| BRIEF |
Scan the entries below for the string "main" and copy every line where it turns up.

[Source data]
────────────────────

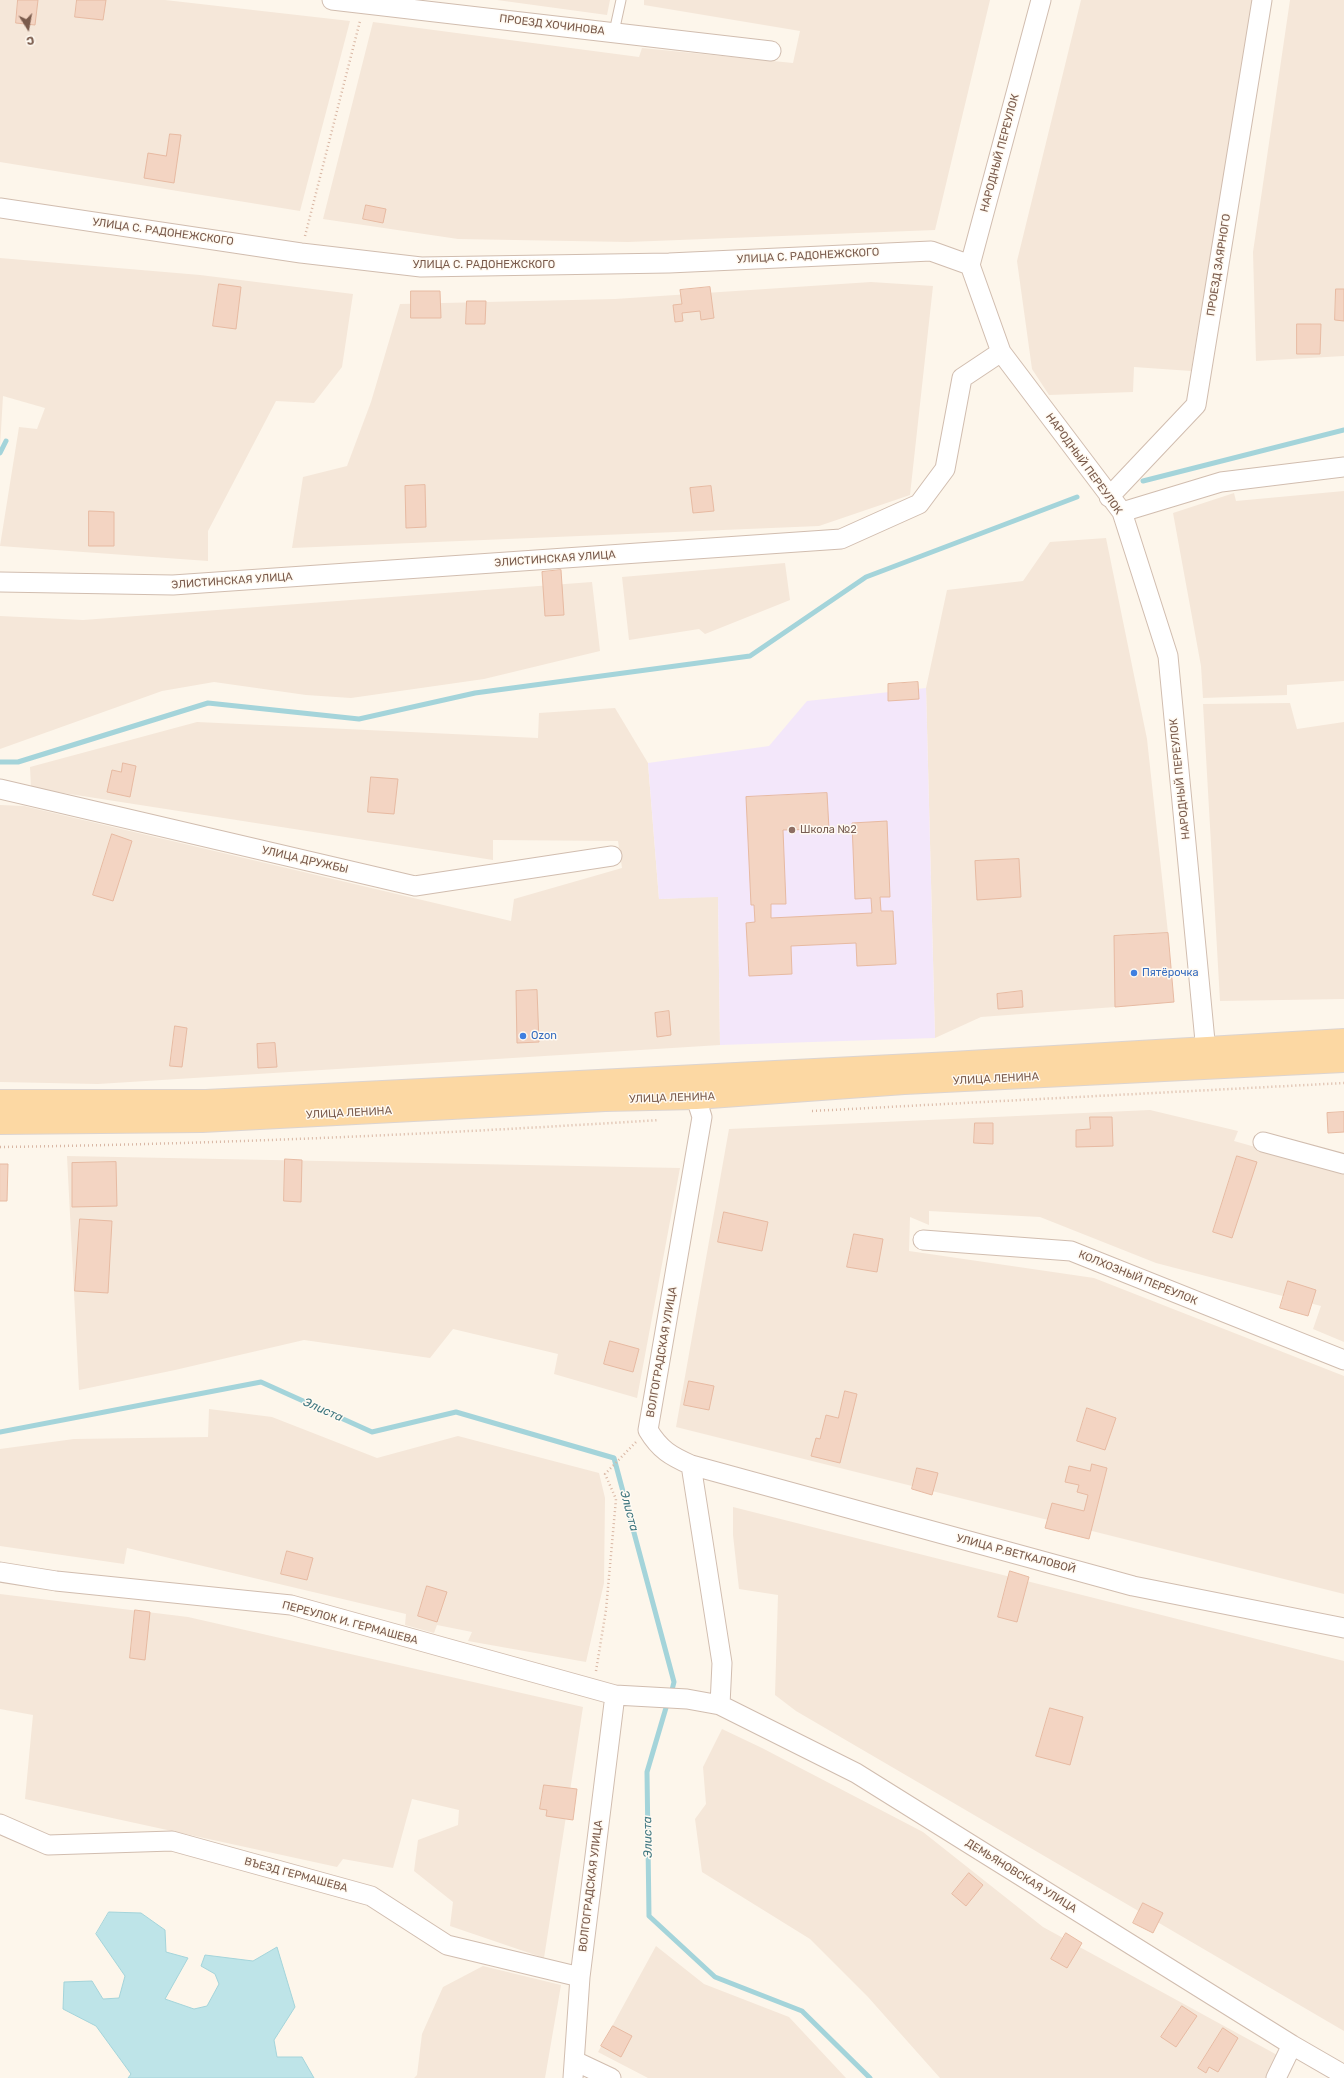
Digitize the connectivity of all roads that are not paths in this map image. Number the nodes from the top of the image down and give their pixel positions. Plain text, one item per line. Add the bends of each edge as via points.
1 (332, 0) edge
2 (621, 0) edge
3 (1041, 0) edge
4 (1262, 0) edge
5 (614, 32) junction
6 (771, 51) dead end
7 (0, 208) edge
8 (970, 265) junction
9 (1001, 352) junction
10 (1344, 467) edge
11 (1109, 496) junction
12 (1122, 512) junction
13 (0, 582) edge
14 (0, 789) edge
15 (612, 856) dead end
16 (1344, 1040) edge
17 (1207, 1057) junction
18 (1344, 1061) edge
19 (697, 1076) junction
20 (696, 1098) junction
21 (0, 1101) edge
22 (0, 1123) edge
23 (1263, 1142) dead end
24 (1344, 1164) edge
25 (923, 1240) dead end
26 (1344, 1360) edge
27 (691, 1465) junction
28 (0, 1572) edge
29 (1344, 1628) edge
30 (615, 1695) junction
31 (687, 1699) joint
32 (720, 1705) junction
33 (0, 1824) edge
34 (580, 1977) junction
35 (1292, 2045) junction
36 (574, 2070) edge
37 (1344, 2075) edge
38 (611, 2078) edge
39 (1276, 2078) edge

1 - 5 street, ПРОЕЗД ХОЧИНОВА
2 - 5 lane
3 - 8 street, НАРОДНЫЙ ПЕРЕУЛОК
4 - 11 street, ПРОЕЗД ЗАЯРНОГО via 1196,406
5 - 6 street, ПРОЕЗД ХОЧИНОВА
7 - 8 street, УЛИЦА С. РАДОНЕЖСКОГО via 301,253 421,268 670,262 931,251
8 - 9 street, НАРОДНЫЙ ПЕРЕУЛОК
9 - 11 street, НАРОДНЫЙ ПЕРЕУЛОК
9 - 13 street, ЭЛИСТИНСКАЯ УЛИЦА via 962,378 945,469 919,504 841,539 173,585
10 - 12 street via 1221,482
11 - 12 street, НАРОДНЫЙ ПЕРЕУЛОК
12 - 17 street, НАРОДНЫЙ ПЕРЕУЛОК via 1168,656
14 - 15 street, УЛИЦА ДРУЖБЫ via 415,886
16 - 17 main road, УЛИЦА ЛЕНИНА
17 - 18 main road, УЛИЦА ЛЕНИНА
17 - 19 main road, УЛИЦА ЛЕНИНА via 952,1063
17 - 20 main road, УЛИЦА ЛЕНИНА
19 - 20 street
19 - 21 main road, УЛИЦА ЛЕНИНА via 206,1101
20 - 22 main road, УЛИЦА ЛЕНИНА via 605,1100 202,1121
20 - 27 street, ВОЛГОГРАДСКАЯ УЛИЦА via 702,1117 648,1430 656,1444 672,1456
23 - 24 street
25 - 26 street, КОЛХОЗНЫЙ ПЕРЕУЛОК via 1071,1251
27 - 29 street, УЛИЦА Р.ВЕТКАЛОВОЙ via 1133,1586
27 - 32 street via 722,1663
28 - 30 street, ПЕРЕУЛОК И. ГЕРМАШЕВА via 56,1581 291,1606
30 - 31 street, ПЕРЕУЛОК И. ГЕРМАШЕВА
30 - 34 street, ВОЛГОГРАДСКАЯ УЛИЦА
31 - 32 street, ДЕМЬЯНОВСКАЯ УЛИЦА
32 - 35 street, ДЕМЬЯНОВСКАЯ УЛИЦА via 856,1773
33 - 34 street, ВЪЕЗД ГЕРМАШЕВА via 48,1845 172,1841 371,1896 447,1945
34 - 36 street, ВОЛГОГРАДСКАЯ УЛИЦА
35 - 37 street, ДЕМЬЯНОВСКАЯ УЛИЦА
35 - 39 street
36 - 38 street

────────────────────

| PROBLEM SOLUTION |
16 - 17 main road, УЛИЦА ЛЕНИНА
17 - 18 main road, УЛИЦА ЛЕНИНА
17 - 19 main road, УЛИЦА ЛЕНИНА via 952,1063
17 - 20 main road, УЛИЦА ЛЕНИНА
19 - 21 main road, УЛИЦА ЛЕНИНА via 206,1101
20 - 22 main road, УЛИЦА ЛЕНИНА via 605,1100 202,1121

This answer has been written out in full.